Alaska reported nine additional deaths related to COVID-19 and 476 new infections on the start of the new year, according to a statement from the state Department of Health and Human Services.
One of the deaths reported Friday was recent, while the other eight were discovered through death certificate reviews over the previous several months. In total, 214 Alaskans and one nonresident with COVID-19 have died since the pandemic began here in March.
A Kenai woman in her 70s died recently, the health department said. The eight other deaths reported Friday included: an Anchorage man in his 90s, an Anchorage man in his 80s, an Anchorage woman in her 70s and an Anchorage woman in her 80s; a Wasilla man in his 90s, a Wasilla woman in her 80s; a Utqiagvik man in his 80s; and a Ketchikan woman in her 50s who died while out of state.
Death is a lagging indicator, meaning they often happen after a surge in cases, and half of Alaska’s virus deaths were reported in the last six weeks.
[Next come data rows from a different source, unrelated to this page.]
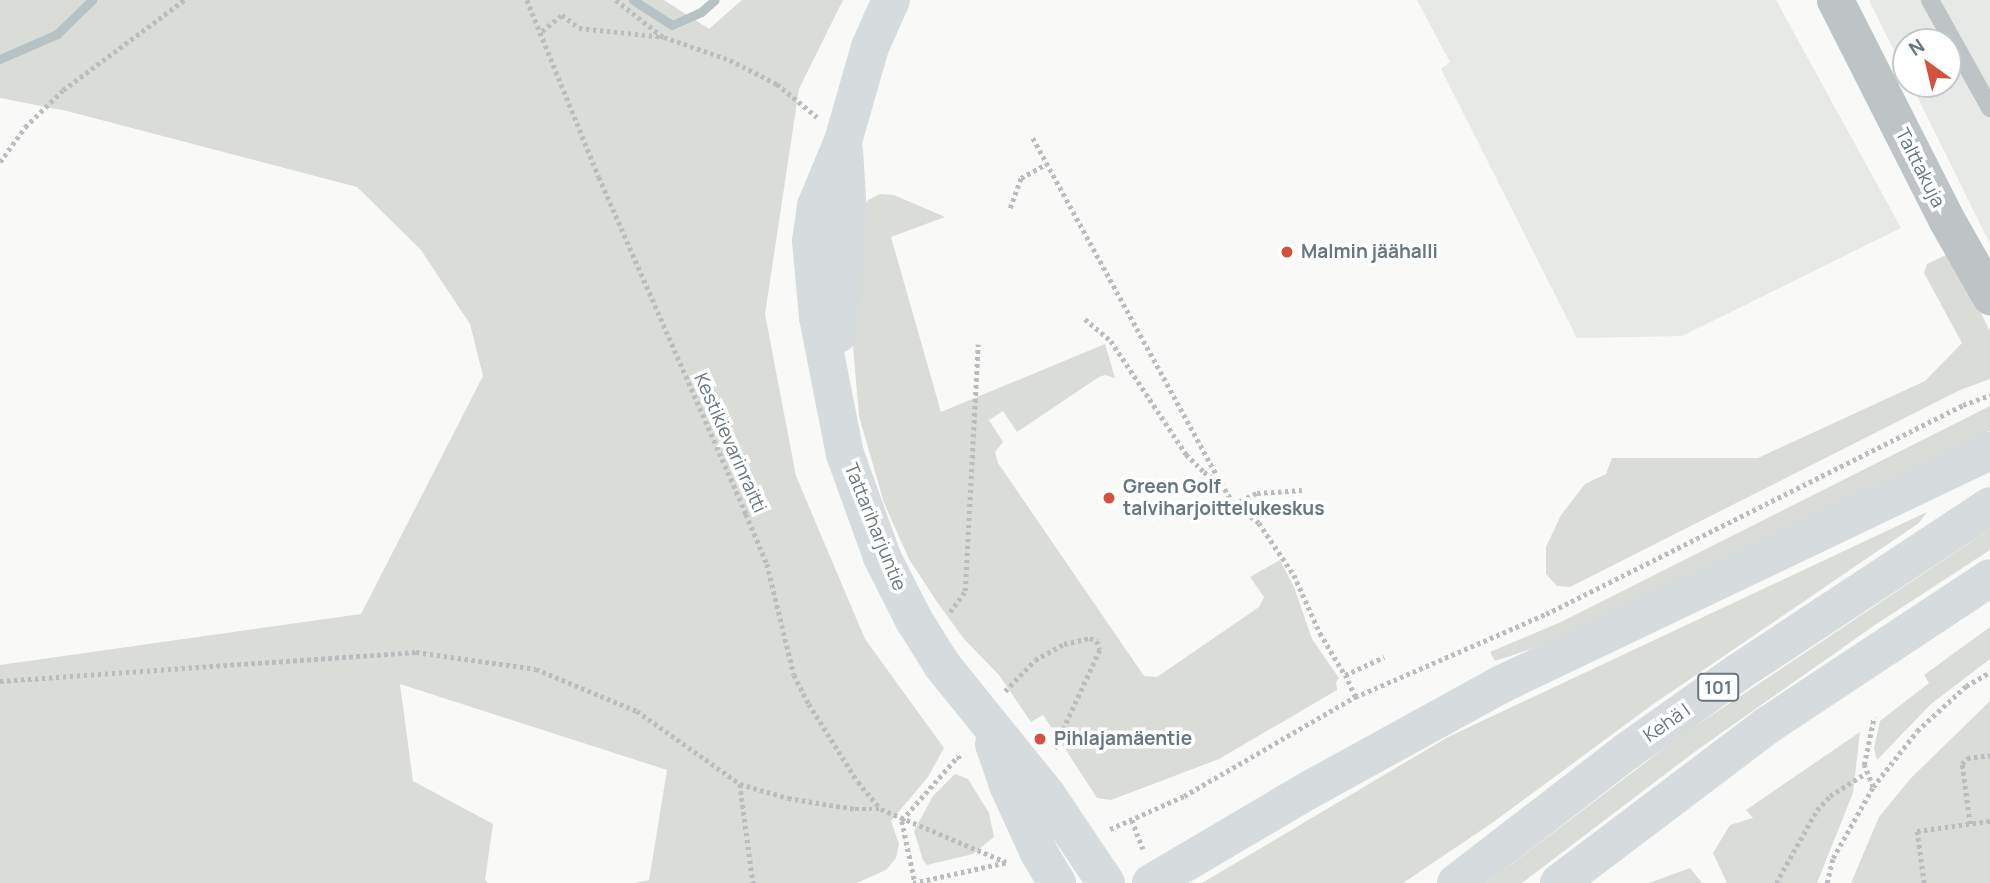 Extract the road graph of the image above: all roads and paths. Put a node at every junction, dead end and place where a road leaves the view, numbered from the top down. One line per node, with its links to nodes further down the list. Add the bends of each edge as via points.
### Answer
1 (184, 0): 12 (path, via 64,90 25,127)
2 (527, 0): 7 (path, Kestikievarinraitti)
3 (616, 0): 8 (path)
4 (891, 0): 11 (main road, Tattariharjuntie, via 870,47)
5 (1835, 0): 15 (street, Talttakuja)
6 (1930, 0): 9 (lane)
7 (542, 31): 8 (path, via 562,15 579,28); 40 (path, Kestikievarinraitti, via 599,177 762,552 794,675 851,771)
8 (664, 37): 11 (path, via 778,83)
9 (1990, 108)
10 (1032, 138): 13 (path)
11 (843, 141): 32 (main road, Tattariharjuntie, via 816,206 811,241 818,317 845,454 882,556 914,620 942,665)
12 (0, 162)
13 (1046, 164): 14 (path, via 1021,178); 20 (path)
14 (1010, 208)
15 (1990, 296)
16 (1085, 319): 20 (path, via 1111,341 1186,454)
17 (978, 344): 25 (path, via 965,591)
18 (1990, 395): 31 (path, via 1546,614)
19 (1990, 452): 49 (main road, via 1502,684)
20 (1221, 483): 22 (path)
21 (1302, 490): 22 (path, via 1257,493)
22 (1234, 504): 28 (path, via 1259,523 1294,575)
23 (1990, 506): 50 (main road, Kehä I / 101, via 1626,752)
24 (1990, 578): 51 (main road, via 1769,725)
25 (946, 618)
26 (1384, 657): 28 (path)
27 (1990, 672): 39 (path, via 1966,686 1917,731)
28 (1345, 675): 31 (path)
29 (0, 681): 38 (path, via 416,652 536,668 637,711)
30 (995, 683): 32 (path)
31 (1355, 697): 44 (path, via 1184,796)
32 (1000, 706): 36 (path, via 1035,660 1064,644 1090,638 1097,641 1100,650); 47 (main road, Tattariharjuntie, via 1008,785); 48 (main road, Tattariharjuntie, via 1040,785)
33 (1874, 717): 37 (path, via 1867,740)
34 (1990, 755): 43 (path, via 1967,758 1962,764)
35 (958, 756): 41 (path)
36 (1051, 756)
37 (1866, 773): 39 (path); 52 (path, via 1829,796 1817,810)
38 (740, 783): 40 (path, via 788,798); 45 (path)
39 (1873, 787): 53 (path, via 1833,858)
40 (881, 809): 41 (path, Kestikievarinraitti)
41 (902, 821): 46 (path); 46 (path, Kestikievarinraitti, via 1007,863)
42 (1990, 821): 43 (path)
43 (1970, 824): 54 (path, via 1917,831)
44 (1111, 829)
45 (753, 883)
46 (914, 883)
47 (1057, 883)
48 (1106, 883)
49 (1151, 883)
50 (1456, 883)
51 (1559, 883)
52 (1776, 883)
53 (1827, 883)
54 (1923, 883)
Alaska’s overall death rate per capita is among the lowest in the country, but officials say the state’s vast geography and vulnerable health care system make it difficult to compare with other states.
The 476 new COVID-19 cases reported on New Year’s Day comes after a trend of lower cases reported in recent weeks following a surge that gripped the state in November and early December. The surge had caused officials to worry about hospital capacity and staffing as hospitalizations related to the virus rose significantly during the earlier surge.
Those concerns led Anchorage Acting Mayor Austin Quinn-Davidson to implement a monthlong hunker-down order for the municipality that closed indoor services at bars, restaurants and entertainment facilities in order to mitigate the virus’ spread. New Year’s Day marks the first day many of those businesses are able to fully reopen, although capacity restrictions are still in effect.
The state health department reported there were five new hospitalizations reported Friday, although it was not immediately clear how many Alaskans with the virus were still in the hospital, because the daily COVID-19 dashboard is not updated on the holiday. In total, there have been 1,008 hospitalizations related to the virus since March. During the last few weeks, hospitalizations have decreased statewide.
Of the 463 new cases reported Friday in Alaska residents, 191 were in Anchorage, 20 in Eagle River, three in Girdwood and one in Chugiak; 46 were in Wasilla, five in Houston, 20 in Palmer, one in Sutton-Alpine and one in Big Lake; five were in Ketchikan, three in Kenai, three in Soldotna, two in Homer one in Sterling and one in Seward; 40 were in Fairbanks and 15 in North Pole; one was in Delta Junction; 17 were in Bethel; 11 were in Kodiak; five were in Utqiagvik; three were in Unalaska; one was in Chevak; one was in Cordova; one was in Juneau; and one was in Kotzebue.
Among communities smaller than 1,000 people not named to protect privacy, there were 29 in the Kusilvak Census Area; 16 in the Bethel Census Area; seven in the Valdez-Cordova Census Area and Copper River; two in the Bristol Bay lake and peninsula boroughs; two in the North Slope Borough; two in the Northwest Arctic Borough; one in the Dillingham Census Area; one in the Kenai Peninsula Borough North; one in the Matanuska-Susitna Borough; one in the Nome Census Area; one in the Valdez-Cordova Census Area; and one in the Yakutat plus Hoonah-Angoon area.
Thirteen nonresidents tested positive for COVID-19, including one in Anchorage involved in the North Slope oil industry and three other people in Anchorage, one person in Wasilla and one person in Unalaska. The state health department identified seven additional cases in nonresidents with the locations under investigation.
While people might get tested more than once, each case reported by the state health department represents only one person.
It is not clear how many of the people who tested positive for the virus were showing symptoms. The Centers for Disease Control and Prevention estimates about a third of people with COVID-19 are asymptomatic.
Vaccines first reached Alaska in mid-December. During the last few weeks of the year, health care workers, emergency personnel and staff and residents of long-term care facilities. Older Alaskans and essential workers are among those next in line to receive the vaccine.